In the last one year, the market price of state-owned NALCO has zoomed 170 per cent, as against 17 per cent rise in the BSE Sensex. NALCO is a Navaratna Central Public Sector Enterprise (CPSE) under Ministry of Mines, Government of India (GOI). As on September 2024, the GOI held 51.28 per cent stake in the company, the shareholding pattern data shows.
 
 
As per media sources, China will be cancelling export tax rebates for aluminium and copper products, which will be effective from December 1, 2024. This led to a surge in LME aluminium prices by 8 per cent, reaching $2,730 per tonne.
 
According to ICICI Securities, this development is likely to curtail China’s aluminium exports, thereby tightening global supply and driving up prices. Consequently, this is a favourable development for Indian aluminium companies such as NALCO, it added.
 
Meanwhile, since April, thus far in the financial year 2024-25, the stock has zoomed 65 per cent. NALCO posted a robust performance in the first half of the current financial year with a 199 percent rise in net profit that soared to Rs 1,663 crore, compared to Rs 556 crore for the corresponding period of the previous year. It has achieved its best-ever performance in domestic metal sales for H1FY25, recording the highest cumulative domestic metal sales of 221,966 MT during the period.
 
NALCO is one of the largest producer of bauxite, alumina and aluminum in India with production of 0.46mt/2.12 mt for aluminium/alumina in FY24. The export sales volume of alumina stood at 1.17mt in FY24. NALCO’s expansion of its alumina refinery, rising alumina prices, and cost-saving through captive coal mining are expected to drive earnings growth, according to JM Financial Services. The brokerage firm has a target price of Rs 264 per share over the next 6-12 months.
 
ICRA has estimated that the domestic aluminium demand growth to remain healthy at 9 percent annually through the financial year 2023-24 and the financial year 2024-25. This growth is driven by several factors including the Indian government massive infrastructure development plans, growing urbanization levels and initiatives like housing for all schemes, as well as investment in the metro rail network and aluminium-bodied Vande Bharat trains.
 
The power transmission and distribution sector is a major consumer of aluminium in India. With the Central Electricity Authority planning a substantial expansion of capacity.

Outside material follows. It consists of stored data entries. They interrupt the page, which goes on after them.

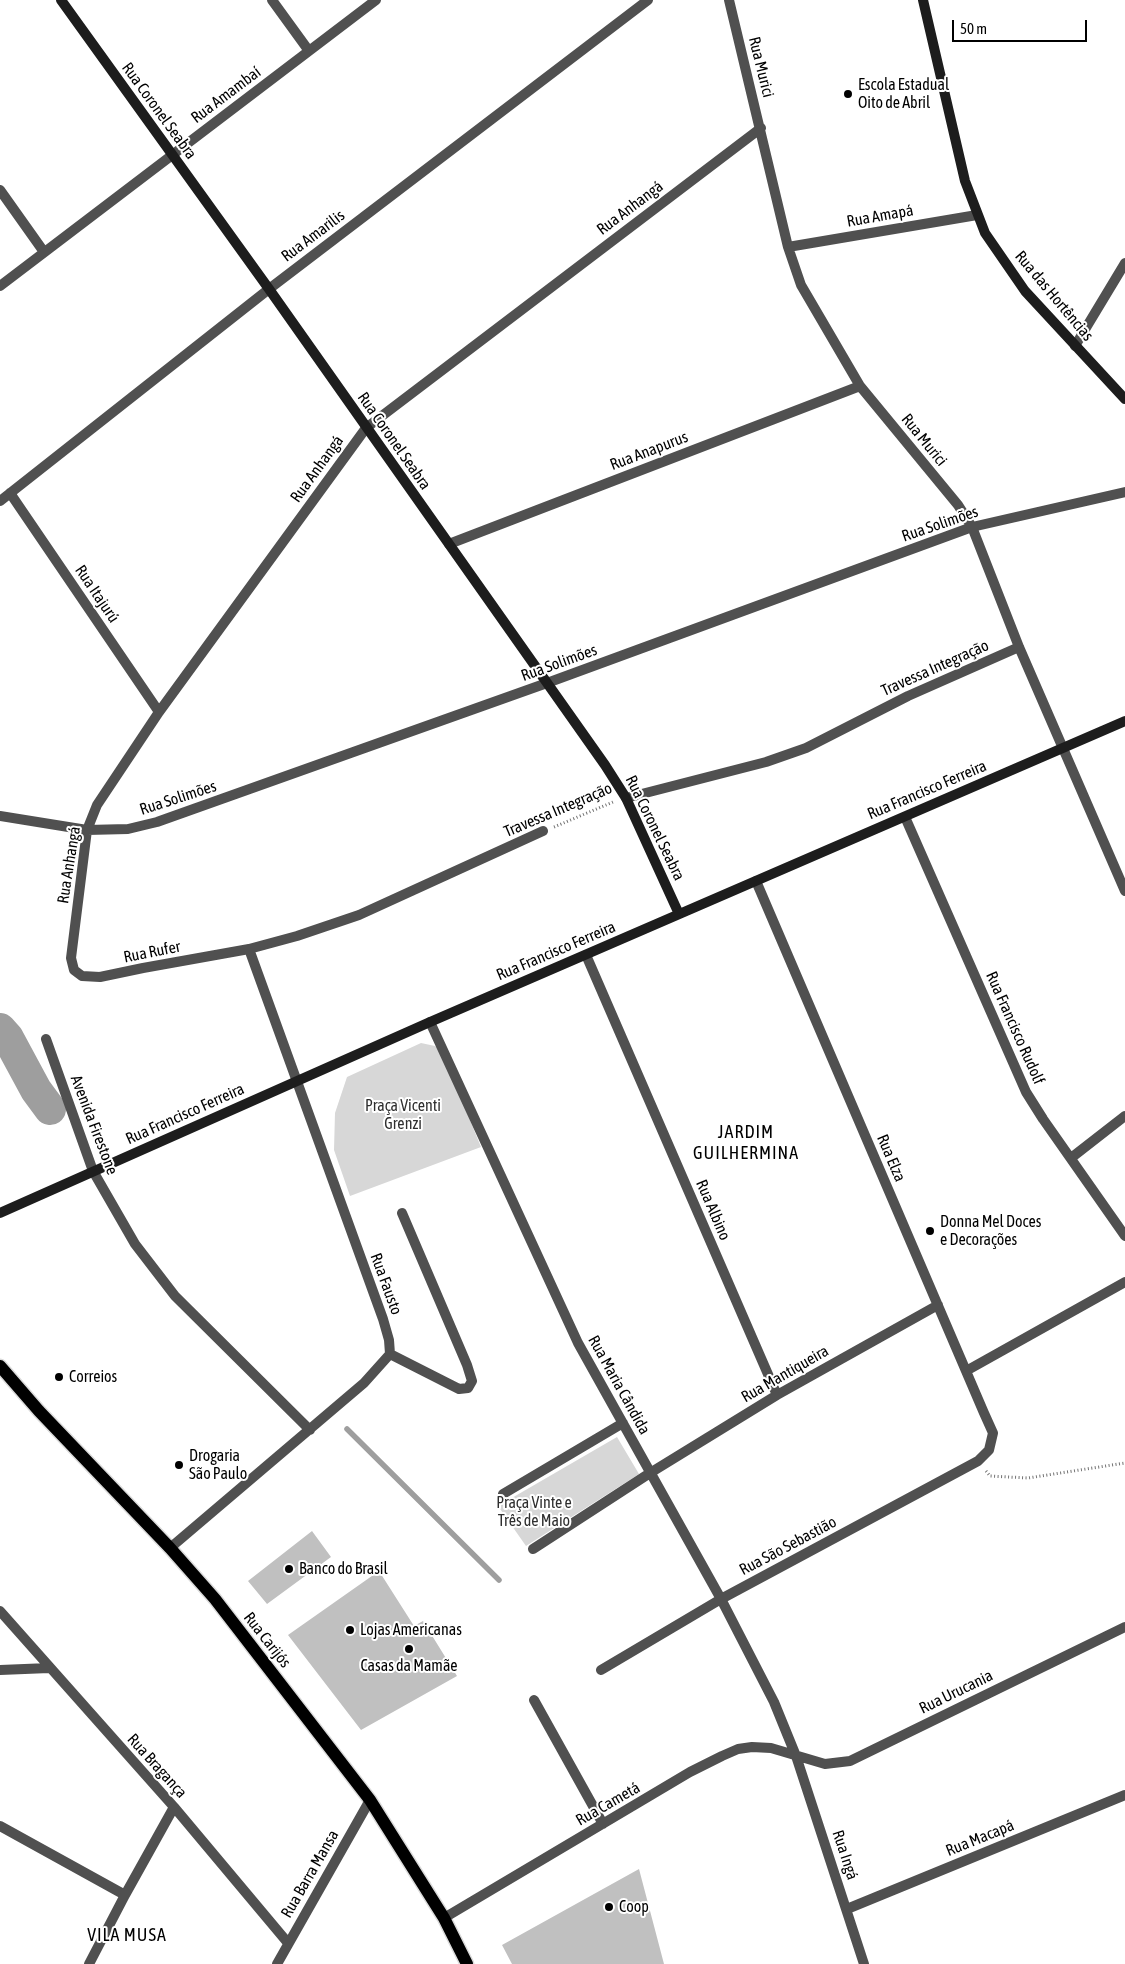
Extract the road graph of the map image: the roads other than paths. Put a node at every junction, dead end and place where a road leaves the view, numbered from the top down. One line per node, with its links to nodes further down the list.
1 (61, 0): 9 (street, Rua Coronel Seabra)
2 (272, 0): 7 (street)
3 (376, 0): 7 (street, Rua Amambaí)
4 (648, 0): 16 (street, Rua Amarilis)
5 (728, 0): 8 (street, Rua Murici)
6 (923, 0): 11 (street, Rua das Hortências)
7 (309, 51): 9 (street, Rua Amambaí)
8 (761, 128): 12 (street, Rua Murici); 20 (street, Rua Anhangá)
9 (172, 155): 13 (street, Rua Amambaí); 16 (street, Rua Coronel Seabra)
10 (0, 190): 13 (street)
11 (977, 215): 12 (street, Rua Amapá); 17 (street, Rua das Hortências)
12 (788, 247): 18 (street, Rua Murici)
13 (44, 252): 15 (street, Rua Amambaí)
14 (1125, 264): 17 (street)
15 (0, 286)
16 (268, 289): 20 (street, Rua Coronel Seabra); 22 (street, Rua Amarilis)
17 (1075, 346): 19 (street, Rua das Hortências)
18 (860, 386): 24 (street, Rua Murici); 25 (street, Rua Anapurus)
19 (1125, 399)
20 (366, 428): 25 (street, Rua Coronel Seabra); 28 (street, Rua Anhangá)
21 (1125, 492): 24 (street, Rua Solimões)
22 (10, 493): 23 (street, Rua Amarilis); 28 (street, Rua Itajurú)
23 (0, 501)
24 (972, 527): 26 (street, Rua Murici); 27 (street, Rua Solimões)
25 (449, 544): 27 (street, Rua Coronel Seabra)
26 (1019, 647): 30 (street, Rua Murici); 31 (street, Travessa Integração)
27 (547, 683): 31 (street, Rua Coronel Seabra); 34 (street, Rua Solimões)
28 (159, 712): 34 (street, Rua Anhangá)
29 (1125, 721): 30 (street, Rua Francisco Ferreira)
30 (1062, 748): 33 (street, Rua Francisco Ferreira); 37 (street, Rua Murici)
31 (626, 798): 38 (street, Rua Coronel Seabra)
32 (0, 816): 34 (street, Rua Solimões)
33 (904, 817): 36 (street, Rua Francisco Ferreira); 46 (street, Rua Francisco Rudolf)
34 (87, 830): 41 (street, Rua Anhangá)
35 (543, 831): 39 (street, Travessa Integração)
36 (756, 880): 38 (street, Rua Francisco Ferreira); 52 (street, Rua Elza)
37 (1125, 891)
38 (679, 914): 40 (street, Rua Francisco Ferreira)
39 (249, 949): 41 (street, Rua Rufer); 44 (street, Rua Fausto)
40 (586, 955): 42 (street, Rua Francisco Ferreira); 56 (street, Rua Albino)
41 (71, 958)
42 (430, 1022): 44 (street, Rua Francisco Ferreira); 57 (street, Rua Maria Cândida)
43 (46, 1039): 47 (street, Avenida Firestone)
44 (298, 1081): 47 (street, Rua Francisco Ferreira); 53 (street, Rua Fausto)
45 (1125, 1116): 46 (street)
46 (1071, 1158): 50 (street, Rua Francisco Rudolf)
47 (93, 1171): 48 (street, Rua Francisco Ferreira); 58 (street, Avenida Firestone)
48 (0, 1213)
49 (402, 1213): 53 (street)
50 (1125, 1236)
51 (1125, 1282): 55 (street)
52 (938, 1305): 55 (street, Rua Elza); 56 (street, Rua Mantiqueira)
53 (390, 1354): 58 (street)
54 (0, 1366): 62 (main road, Rua Carijós)
55 (966, 1372): 59 (street, Rua Elza)
56 (776, 1395): 60 (street, Rua Mantiqueira)
57 (623, 1423): 60 (street, Rua Maria Cândida); 61 (street)
58 (310, 1430): 62 (street)
59 (990, 1450): 64 (street, Rua São Sebastião)
60 (650, 1473): 63 (street, Rua Mantiqueira); 64 (street, Rua Maria Cândida)
61 (502, 1494)
62 (170, 1548): 73 (main road, Rua Carijós)
63 (533, 1549)
64 (721, 1600): 69 (street, Rua São Sebastião); 71 (street, Rua Maria Cândida)
65 (0, 1611): 67 (street, Rua Bragança)
66 (1125, 1627): 71 (street, Rua Urucania)
67 (49, 1668): 68 (street); 74 (street, Rua Bragança)
68 (0, 1670)
69 (601, 1670)
70 (534, 1700): 75 (street)
71 (796, 1756): 75 (street, Rua Cametá); 78 (street, Rua Ingá)
72 (1125, 1796): 78 (street, Rua Macapá)
73 (370, 1800): 79 (main road, Rua Carijós); 80 (street, Rua Barra Mansa)
74 (174, 1807): 77 (street); 80 (street, Rua Bragança)
75 (603, 1824): 79 (street, Rua Cametá)
76 (0, 1826): 77 (street)
77 (125, 1895): 81 (street)
78 (847, 1909): 84 (street, Rua Ingá)
79 (444, 1918): 83 (main road, Rua Carijós)
80 (288, 1943): 82 (street, Rua Barra Mansa)
81 (90, 1964)
82 (277, 1964)
83 (467, 1964)
84 (864, 1964)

In addition, the Government of India’s ambitious target to achieve 500 GW of renewable energy capacity by 2032, would require significant capacity addition for the transmission lines in the coming decade. Further, an improvement in the solar rooftop installation market along with large capacity additions expected in the solar module manufacturing in India in the next 3-4 financial years, would also drive domestic aluminium demand as a part of the renewable energy transition drive, NALCO said in its FY24 annual report.